Aveva chiesto questo Aslan il Grande.

E così, la Spada era diventata un ulteriore segno che legava il mondo suo e quello di Hermione, tanto da meritare un posto speciale a palazzo.

Il terzo oggetto riposto nello studio, quello che calamitò subito l’attenzione di Rosalind, era una semplice verga di legno, un po’ consumata e custodita in una teca più piccola, poggiata su una colonna di legno scuro.
Caspian osservò la figlia raggiungere quella colonna e fissare incantata il ramoscello.
Lui sapeva che, per Rosalind, non c’era oggetto più prezioso e desiderabile in tutto il palazzo, forse in tutta Narnia, della bacchetta magica di sua madre.

*

Dopo la vittoria contro Lilliandil, Caspian e Hermione avevano deposto le loro armi.
Lui aveva rinunciato alla preziosissima spada e lei alla sua vecchia e amata bacchetta.
In occasione del suo secondo viaggio a Narnia – durato un’unica notte, nella quale era stata concepita Rosalind – Hermione aveva lasciato la bacchetta e i suoi abiti nella camera di Caspian ma, per opera del malvagio potere di Ramandu, si era risvegliata a Hogwarts e il passaggio da lei utilizzato per arrivare a Narnia era stato sigillato dall’ex guida di Aslan.
Quindi, Hermione aveva dovuto comprare una nuova bacchetta da Olivander, noto fabbricante del Mondo Magico.
Quando però era tornata con il marito, Harry e Ron, si era riappropriata della sua bacchetta e aveva lasciato senza rimpianti la seconda.
Dopotutto, quella era la bacchetta dei suoi primi Incantesimi: l’aveva scelta e, per lei, era insostituibile.
L’unico problema era che, a Narnia, la magia delle bacchette era sconosciuta.
Per non turbare gli equilibri del suo nuovo mondo, Hermione aveva a malincuore acconsentito a non usarla più.
Aslan aveva creato le teche magiche in cui erano state riposte la Spada di Grifondoro e la bacchetta e i sovrani si accontentavano di rimirare quei tesori ogni tanto, grati della pace che li rendeva inutili.
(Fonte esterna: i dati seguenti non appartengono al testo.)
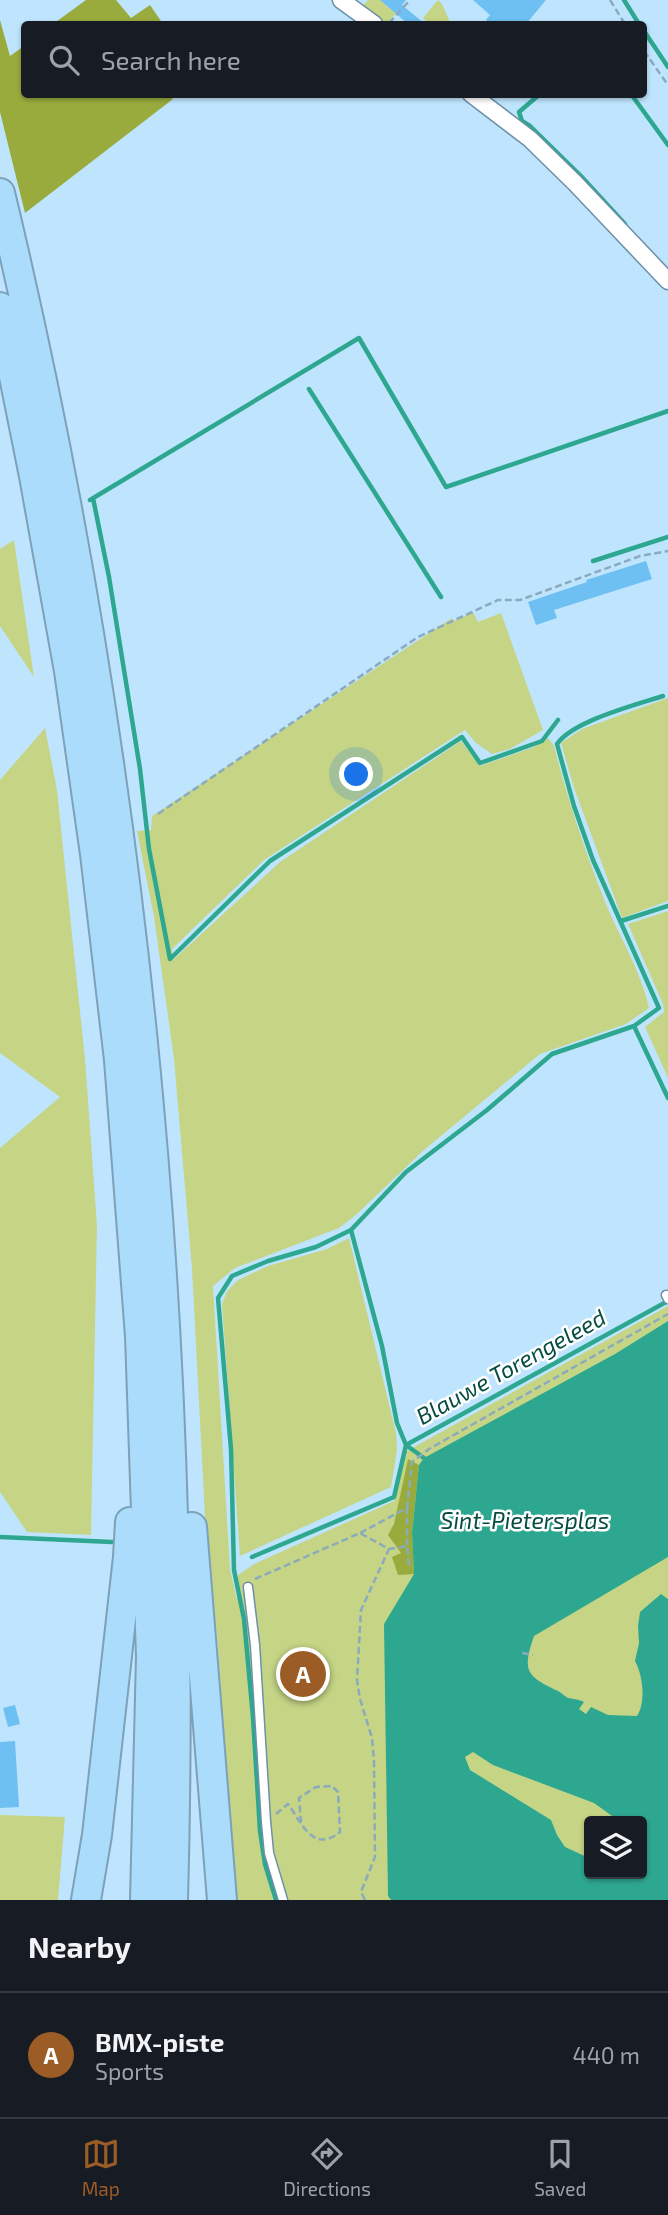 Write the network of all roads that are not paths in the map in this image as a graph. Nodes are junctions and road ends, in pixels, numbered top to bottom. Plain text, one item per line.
1 (341, 0) edge
2 (370, 21) edge
3 (476, 98) edge
4 (0, 193) edge
5 (668, 281) edge
6 (0, 307) edge
7 (162, 1264) junction
8 (144, 1446) junction
9 (248, 1587) road end
10 (86, 1900) edge
11 (145, 1900) edge
12 (173, 1900) edge
13 (222, 1900) edge
14 (283, 1900) edge

1 - 2 street
3 - 5 street
4 - 7 highway
6 - 8 highway
7 - 12 highway
7 - 13 highway
8 - 10 highway
8 - 11 highway
9 - 14 lane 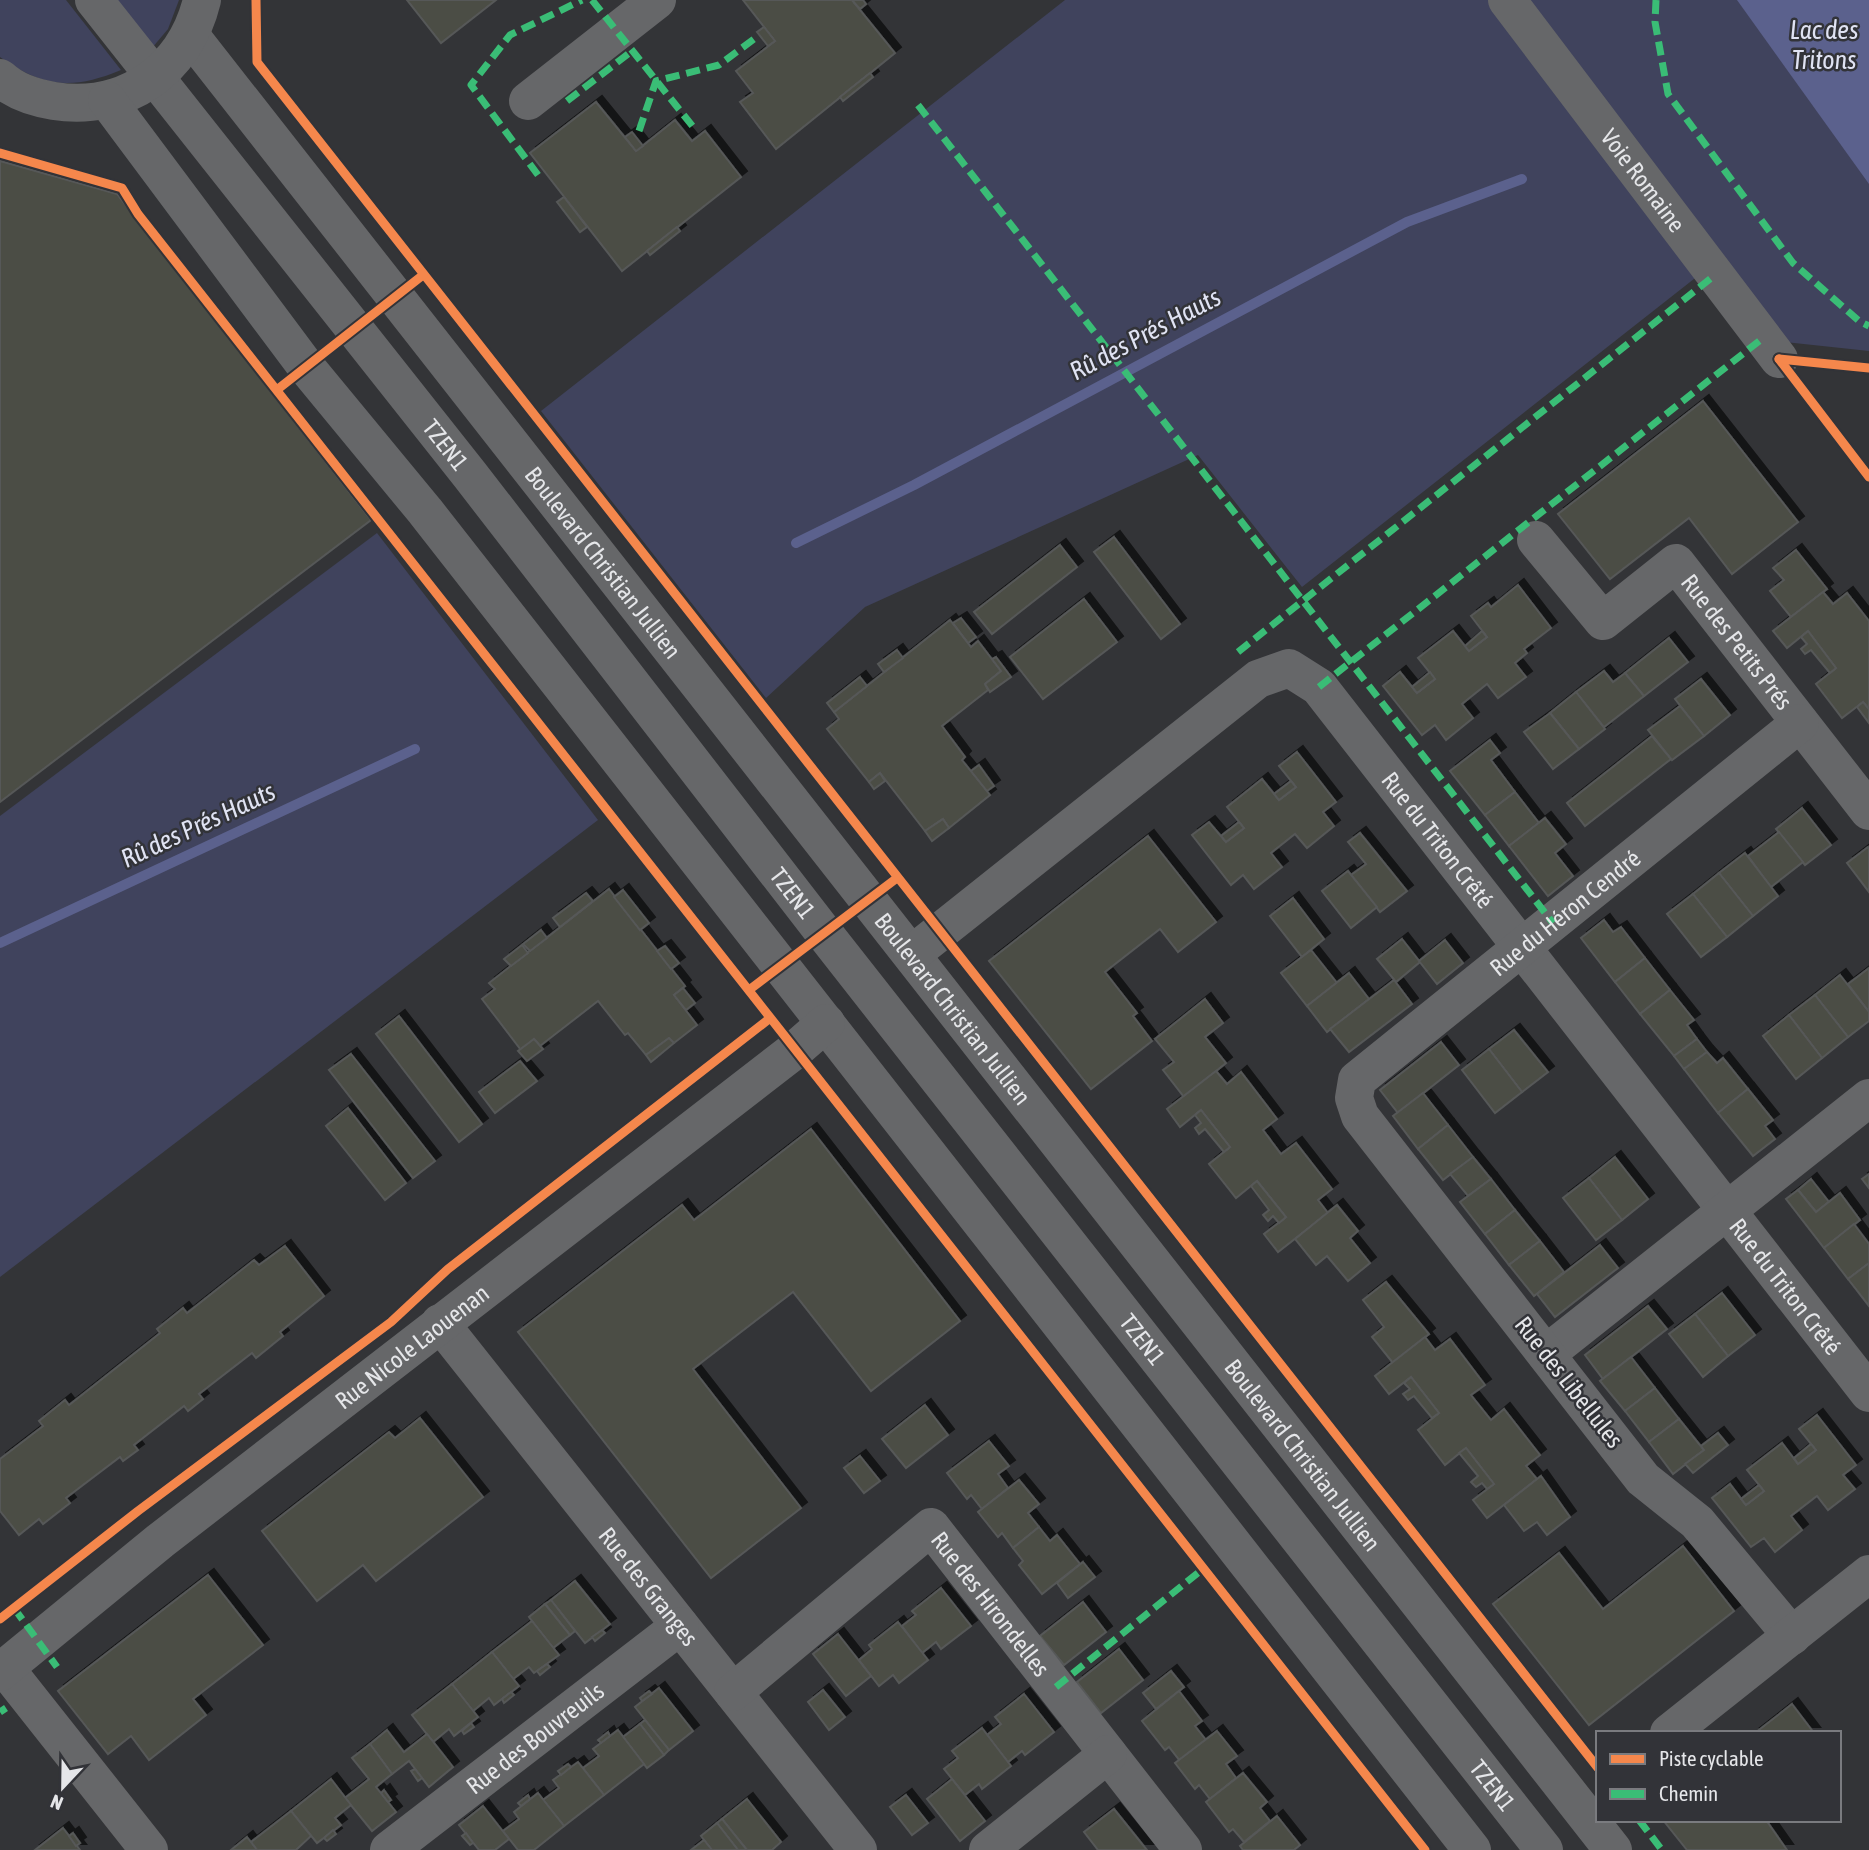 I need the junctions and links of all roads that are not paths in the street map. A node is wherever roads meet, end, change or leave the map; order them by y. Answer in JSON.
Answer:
{"nodes":[{"id":1,"x":94,"y":0,"type":"edge"},
{"id":2,"x":1507,"y":0,"type":"edge"},
{"id":3,"x":648,"y":3,"type":"edge"},
{"id":4,"x":196,"y":18,"type":"edge"},
{"id":5,"x":0,"y":78,"type":"edge"},
{"id":6,"x":154,"y":78,"type":"junction"},
{"id":7,"x":107,"y":100,"type":"junction"},
{"id":8,"x":527,"y":101,"type":"dead end"},
{"id":9,"x":1779,"y":359,"type":"dead end"},
{"id":10,"x":1536,"y":540,"type":"dead end"},
{"id":11,"x":1800,"y":723,"type":"junction"},
{"id":12,"x":1869,"y":811,"type":"edge"},
{"id":13,"x":1522,"y":948,"type":"junction"},
{"id":14,"x":912,"y":954,"type":"junction"},
{"id":15,"x":826,"y":1023,"type":"junction"},
{"id":16,"x":1869,"y":1098,"type":"edge"},
{"id":17,"x":1360,"y":1116,"type":"joint"},
{"id":18,"x":1727,"y":1211,"type":"junction"},
{"id":19,"x":440,"y":1323,"type":"junction"},
{"id":20,"x":1546,"y":1354,"type":"junction"},
{"id":21,"x":1869,"y":1393,"type":"edge"},
{"id":22,"x":1869,"y":1574,"type":"edge"},
{"id":23,"x":680,"y":1626,"type":"junction"},
{"id":24,"x":1792,"y":1636,"type":"junction"},
{"id":25,"x":3,"y":1670,"type":"edge"},
{"id":26,"x":733,"y":1692,"type":"junction"},
{"id":27,"x":1673,"y":1731,"type":"edge"},
{"id":28,"x":1108,"y":1754,"type":"junction"},
{"id":29,"x":1588,"y":1798,"type":"edge"},
{"id":30,"x":1596,"y":1815,"type":"edge"},
{"id":31,"x":1600,"y":1822,"type":"edge"},
{"id":32,"x":138,"y":1846,"type":"edge"},
{"id":33,"x":849,"y":1847,"type":"edge"},
{"id":34,"x":389,"y":1850,"type":"edge"},
{"id":35,"x":988,"y":1850,"type":"edge"},
{"id":36,"x":1183,"y":1850,"type":"edge"},
{"id":37,"x":1472,"y":1850,"type":"edge"},
{"id":38,"x":1544,"y":1850,"type":"edge"},
{"id":39,"x":1613,"y":1850,"type":"edge"}],
"edges":[{"from":1,"to":6,"type":"street","name":"TZEN1"},
{"from":2,"to":9,"type":"street","name":"Voie Romaine"},
{"from":3,"to":8,"type":"street"},
{"from":4,"to":6,"type":"street"},
{"from":4,"to":14,"type":"street","name":"Boulevard Christian Jullien"},
{"from":5,"to":7,"type":"street"},
{"from":6,"to":7,"type":"street"},
{"from":6,"to":38,"type":"street","name":"TZEN1"},
{"from":7,"to":15,"type":"street"},
{"from":10,"to":11,"type":"street","name":"Rue des Petits Prés"},
{"from":11,"to":12,"type":"street","name":"Rue des Petits Prés"},
{"from":11,"to":13,"type":"street","name":"Rue du Héron Cendré"},
{"from":13,"to":14,"type":"street","name":"Rue du Triton Crêté"},
{"from":13,"to":17,"type":"street","name":"Rue du Héron Cendré"},
{"from":13,"to":18,"type":"street","name":"Rue du Triton Crêté"},
{"from":14,"to":29,"type":"street","name":"Boulevard Christian Jullien"},
{"from":15,"to":19,"type":"street","name":"Rue Nicole Laouenan"},
{"from":15,"to":37,"type":"street"},
{"from":16,"to":18,"type":"street"},
{"from":17,"to":20,"type":"street","name":"Rue des Libellules"},
{"from":18,"to":20,"type":"street"},
{"from":18,"to":21,"type":"street","name":"Rue du Triton Crêté"},
{"from":19,"to":23,"type":"street","name":"Rue des Granges"},
{"from":19,"to":25,"type":"street","name":"Rue Nicole Laouenan"},
{"from":20,"to":24,"type":"street","name":"Rue des Libellules"},
{"from":22,"to":24,"type":"street"},
{"from":23,"to":26,"type":"street","name":"Rue des Granges"},
{"from":23,"to":34,"type":"street","name":"Rue des Bouvreuils"},
{"from":24,"to":27,"type":"street"},
{"from":25,"to":32,"type":"street"},
{"from":26,"to":28,"type":"street","name":"Rue des Hirondelles"},
{"from":26,"to":33,"type":"street","name":"Rue des Granges"},
{"from":28,"to":35,"type":"street"},
{"from":28,"to":36,"type":"street","name":"Rue des Hirondelles"},
{"from":29,"to":30,"type":"street","name":"Boulevard Christian Jullien"},
{"from":31,"to":39,"type":"street","name":"Boulevard Christian Jullien"}]}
Rosalind, che conosceva a memoria le storie sulle guerre condotte dai genitori, adorava osservare quei cimeli.
Passava tutto il tempo possibile nello studio del padre, tanto che lui era segretamente contento del fatto che le teche fossero magiche e infrangibili.
Hermione si era spesso domandata cosa sarebbe successo se la figlia avesse toccato la sua bacchetta: sarebbe stata capace di usarla?
Dopotutto, era figlia di una strega.
Se fossero vissuti sulla Terra Rosalind, probabilmente, avrebbe ricevuto una lettera da Hogwarts al compiere degli undici anni… Ma a Narnia?
Quella magia si sarebbe mai sviluppata?
Narnia era una terra magica, ma la magia che vi operava era diversa da quella delle bacchette.
E Rosalind univa in sé quei due tipi di magia.
Chi poteva dire cosa ne sarebbe derivato, con il tempo?
Aslan non aveva dato spiegazioni ai sovrani, limitandosi a dire loro di avere Fede e di non temere.
E la pace di cui Narnia godeva rendeva facile non preoccuparsi del futuro.

Ma fino a quando?
Era a questo che pensava ora Caspian, osservando lo sguardo bramoso della figlia.
«Roz» la chiamò, piano «Cosa succede, tesoro? Perché sei scappata? Lo sai che ti ho chiesto di non far preoccupare la mamma… Ti aspettavamo per fare colazione, come sempre»
La bambina si voltò verso il padre, ma allungò la manina per sfiorare il basamento del piedistallo ligneo.
Fece per parlare, ma poi esitò.
Caspian attese, paziente, e alla fine la figlia disse:
«Volevo solo scendere in giardino…»
«Lo sai, piccola, che devi mangiare prima»
Lei scrollò le spalle.
«Sì»
«E sai benissimo che non devi uscire da sola»
«Sì» ripeté lei, apparentemente docile.
Caspian si accovacciò sulle ginocchia.
«Cos’è che non mi dici, Roz?»
«Niente. Andiamo dalla mamma?»
«Prima voglio parlare un po’ con te»
«Non è vero» si impuntò lei «Tanto lo so che non hai tempo e che devi lavorare!»
Caspian batté le palpebre, preso in contropiede.
«Sì, tesoro, è vero, ma lo sai che per te ho sempre tempo»
Malgrado quelle rassicuranti parole, Rosalind si mise a fare i capricci finché il sovrano, a malincuore, dovette affidarla a Dora e tornare alle udienze del regno.
Dora fece le spese delle bizze della bambina per tutta la mattinata, finché non esplose seccatissima:
«Rosalind, sei una vera peste! Spero che il tuo fratellino non erediti il tuo caratteraccio!»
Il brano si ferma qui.